• _Given records_:
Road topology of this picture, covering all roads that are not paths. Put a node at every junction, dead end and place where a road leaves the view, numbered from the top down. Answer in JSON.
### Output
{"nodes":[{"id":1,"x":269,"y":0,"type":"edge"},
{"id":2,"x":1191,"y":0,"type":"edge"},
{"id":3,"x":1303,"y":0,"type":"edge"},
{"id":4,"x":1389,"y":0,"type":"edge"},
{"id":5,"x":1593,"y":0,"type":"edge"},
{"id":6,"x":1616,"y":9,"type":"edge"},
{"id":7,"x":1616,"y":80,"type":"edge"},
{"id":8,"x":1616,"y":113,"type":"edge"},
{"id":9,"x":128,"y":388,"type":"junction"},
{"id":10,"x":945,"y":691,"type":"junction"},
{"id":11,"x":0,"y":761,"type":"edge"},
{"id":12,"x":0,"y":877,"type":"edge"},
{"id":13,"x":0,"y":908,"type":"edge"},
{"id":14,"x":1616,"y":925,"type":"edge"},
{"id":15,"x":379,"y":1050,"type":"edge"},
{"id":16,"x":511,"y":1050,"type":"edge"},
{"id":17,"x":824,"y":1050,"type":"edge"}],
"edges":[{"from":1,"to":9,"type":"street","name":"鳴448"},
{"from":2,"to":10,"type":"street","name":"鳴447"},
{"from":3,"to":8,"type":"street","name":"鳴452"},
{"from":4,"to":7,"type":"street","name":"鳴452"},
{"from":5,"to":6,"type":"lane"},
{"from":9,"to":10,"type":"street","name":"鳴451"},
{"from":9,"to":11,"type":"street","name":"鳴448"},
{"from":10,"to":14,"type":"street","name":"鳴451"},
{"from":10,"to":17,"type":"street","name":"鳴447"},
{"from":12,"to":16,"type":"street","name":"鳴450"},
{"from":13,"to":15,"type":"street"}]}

• _What you should do_: The full listing must be copied exactly, every line included.

• _Expected answer_:
Road topology of this picture, covering all roads that are not paths. Put a node at every junction, dead end and place where a road leaves the view, numbered from the top down. Answer in JSON.
### Output
{"nodes":[{"id":1,"x":269,"y":0,"type":"edge"},
{"id":2,"x":1191,"y":0,"type":"edge"},
{"id":3,"x":1303,"y":0,"type":"edge"},
{"id":4,"x":1389,"y":0,"type":"edge"},
{"id":5,"x":1593,"y":0,"type":"edge"},
{"id":6,"x":1616,"y":9,"type":"edge"},
{"id":7,"x":1616,"y":80,"type":"edge"},
{"id":8,"x":1616,"y":113,"type":"edge"},
{"id":9,"x":128,"y":388,"type":"junction"},
{"id":10,"x":945,"y":691,"type":"junction"},
{"id":11,"x":0,"y":761,"type":"edge"},
{"id":12,"x":0,"y":877,"type":"edge"},
{"id":13,"x":0,"y":908,"type":"edge"},
{"id":14,"x":1616,"y":925,"type":"edge"},
{"id":15,"x":379,"y":1050,"type":"edge"},
{"id":16,"x":511,"y":1050,"type":"edge"},
{"id":17,"x":824,"y":1050,"type":"edge"}],
"edges":[{"from":1,"to":9,"type":"street","name":"鳴448"},
{"from":2,"to":10,"type":"street","name":"鳴447"},
{"from":3,"to":8,"type":"street","name":"鳴452"},
{"from":4,"to":7,"type":"street","name":"鳴452"},
{"from":5,"to":6,"type":"lane"},
{"from":9,"to":10,"type":"street","name":"鳴451"},
{"from":9,"to":11,"type":"street","name":"鳴448"},
{"from":10,"to":14,"type":"street","name":"鳴451"},
{"from":10,"to":17,"type":"street","name":"鳴447"},
{"from":12,"to":16,"type":"street","name":"鳴450"},
{"from":13,"to":15,"type":"street"}]}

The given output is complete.